There already exist, for example, under subsection 269ZV(1) of the Act, penalties
for providing misleading information to the Trade Measures Review Officer
(TMRO):
A person must not give the Review Officer any written
information that the person knows to be false or misleading in a material
particular. Penalty: 20 penalty units.[21]
5.23
JELD-WEN argued in its submission that similar provisions, consistent
with domestic legislation and international obligations, could be made when
interested parties refuse to provide access to information, or provide
misleading information, during the course of an investigative period. It noted
that:
Imposing penalties, similar to those applying under the
companies' code where parties are found to have submitted deliberately
misleading financial and management information. Where a party, either the
applicant or an objector, is found to have deliberately breached the
guidelines applying to the provision of information, it should be required to
meet the costs of the other party.[22]
Committee view
5.24
The committee believes that the proposal to reverse the onus of proof,
requiring importers to substantiate that dumping is not taking place, would
result in an unfair burden being imposed on importers which may not have access
to the information required to substantiate that dumping is not occurring.
5.25
Further, the amendment is not likely to reduce the cost of accessing the
system.
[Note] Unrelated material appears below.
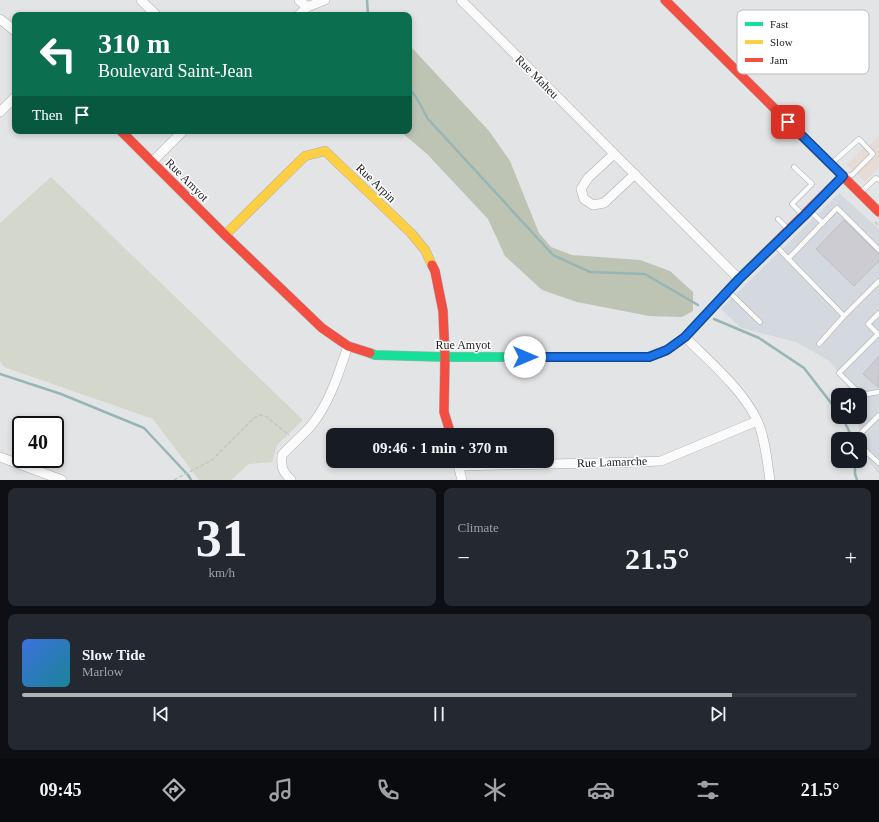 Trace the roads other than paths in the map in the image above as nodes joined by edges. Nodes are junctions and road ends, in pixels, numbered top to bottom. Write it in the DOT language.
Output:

This is because of requirements in other sections of the Act that the
domestic industry would still be required to fulfil as part of the initial
application, such as providing sufficient evidence that dumping has occurred
and that it is causing material injury to the industry.
5.26
Considering the difficulties that both Customs and the petitioning
industries currently face in ascertaining what constitutes 'material injury',
the lack of a clear definition of 'material lack of cooperation' could create
further uncertainty in Customs' determinations and potentially result in
increased litigation.
5.27
The reversal of onus of proof would also likely be in breach of
Australia’s international obligations under Articles 3, 5 and 6 of the AD
Agreement, and Articles 11, 12 and 15 of the SCM Agreement. This could result
in increased and costly litigation both through the appeals process as well as
part of the WTO's dispute settlement process.
5.28
The committee believes, however, that ABS restrictions on import
statistics can create difficulties for users of Australia's anti-dumping and
countervailing system. Improving the accessibility of this import data should,
therefore, benefit users of the system, particularly smaller manufacturers who
may have difficulties in obtaining these statistics from other sources.
Recommendation 3
5.29 The committee recommends that to address the recurring issue of import
data restrictions that place a significant evidentiary burden on complainants
in anti-dumping/countervailing applications, the Government should require the
Australian Bureau of Statistics to improve access to non-confidential import
data and to reduce the suppression of import data on grounds of confidentiality
where public records of the data exist.